Immunology; Cell Biology

Introduction

A characteristic feature of the immune system is the maintenance of a stable lymphoid pool with relatively little fluctuation in lymphocyte number over time. Homeostatic proliferation is one mechanism by which this is achieved and refers to the ability of lymphoid cells to increase proliferation during periods of acute and chronic lymphopenia (Takada and Jameson, 2009) (Mackall and Gress, 1997).

The homeostatic cytokines IL-7 and IL-15 are important mediators in this regard with IL-7 acting as a primary ‘rheostat’ through its proliferative and anti-apoptotic activity. IL-7 is produced by a range of stromal cells and serum concentrations are regulated through consumption by lymphoid populations (Martin et al., 2017). IL-7 concentrations therefore increase during lymphopenia (Condomines et al., 2010) and act to drive increased lymphoproliferation (Perales et al., 2012). In contrast, IL-15 mediates its effect primarily on memory CD8+ T cells and natural killer cells. Profound lymphopenia leads to lymphopenia-induced proliferation (LIP) and in this setting murine models indicate that T cell receptor engagement also promotes proliferation through recognition of self-peptides by naive T cells (Winstead et al., 2010) (Goldrath et al., 2000) (Cho et al., 2016).

Chemotherapy and conditioning regimens used prior to stem cell transplantation lead to profound lymphopenia and mediate a state of acute LIP characterized by intense T cell proliferation. However, the underlying mechanisms that drive this remain uncertain.
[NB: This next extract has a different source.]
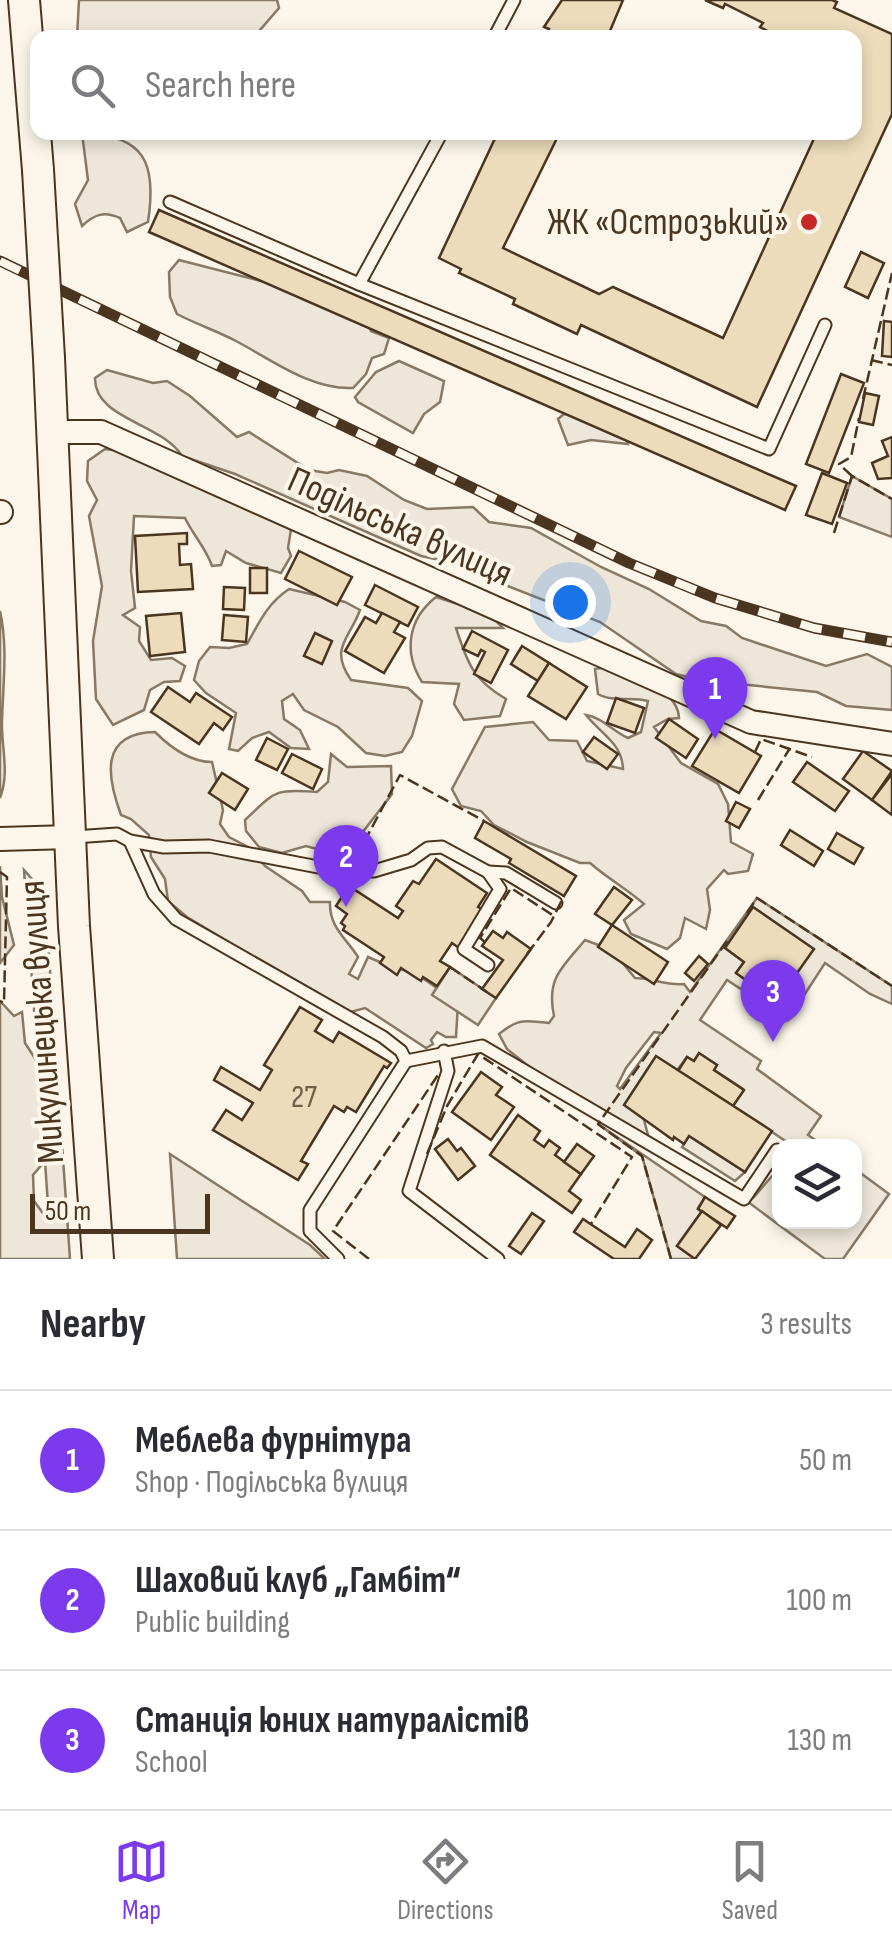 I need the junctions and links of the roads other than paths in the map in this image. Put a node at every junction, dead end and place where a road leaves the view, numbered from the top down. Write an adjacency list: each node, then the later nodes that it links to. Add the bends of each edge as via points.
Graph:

T cell adoptive therapy, using approaches such as chimeric antigen receptor transduced (CAR-T) cells (Restifo et al., 2012) (Brentjens et al., 2013) (Gattinoni et al., 2005), has transformed the outlook for many patients with malignant disease but the success of this approach is reliant on generation of administration of chemotherapy in order to promote LIP.

Here we undertook a detailed assessment of the phenotypic and transcriptional profile of T-cells following hemopoietic autografting as a model to improve understanding of mechanisms that underlie acute LIP in the human setting. Our hypothesis was that this would be mediated by enhanced TCR and cytokine signaling although details of these remain uncertain and we anticipated that this data set would reveal novel biochemical and transcriptional mechanisms that underlie the proliferative response of T cells in this setting. The translational ambition was that this could be of value in the development of novel CAR-T regimens that facilitate LIP without the use of toxic conditioning regimens. We report that T cells display intense global proliferation, including naive cell activation, mediated by an interferon-driven proliferation fueled by fatty acid metabolism. Unexpectedly, this is associated with enhanced transcription of genes associated with regulatory function and an increase in the proportion of FoxP3+ T regulatory cells. These findings provide new insights into the mechanism of LIP in the human immune system and potentially offer a range of novel translational opportunities.

Results

T cells numbers are very low in first two weeks after autograft transplantation but cells are undergoing intense proliferation

Initial studies were undertaken to determine the T cell count in patients during the early period after hemopoietic autograft transplantation. Blood samples of individual patients were analyzed longitudinally, taken immediately prior to stem cell infusion (day 0) and then on day 7 and day 12 after transplant (n = 41, 58, and 56, respectively). The number of TCRαβ cells was determined using absolute lymphocyte count and flow cytometric analysis.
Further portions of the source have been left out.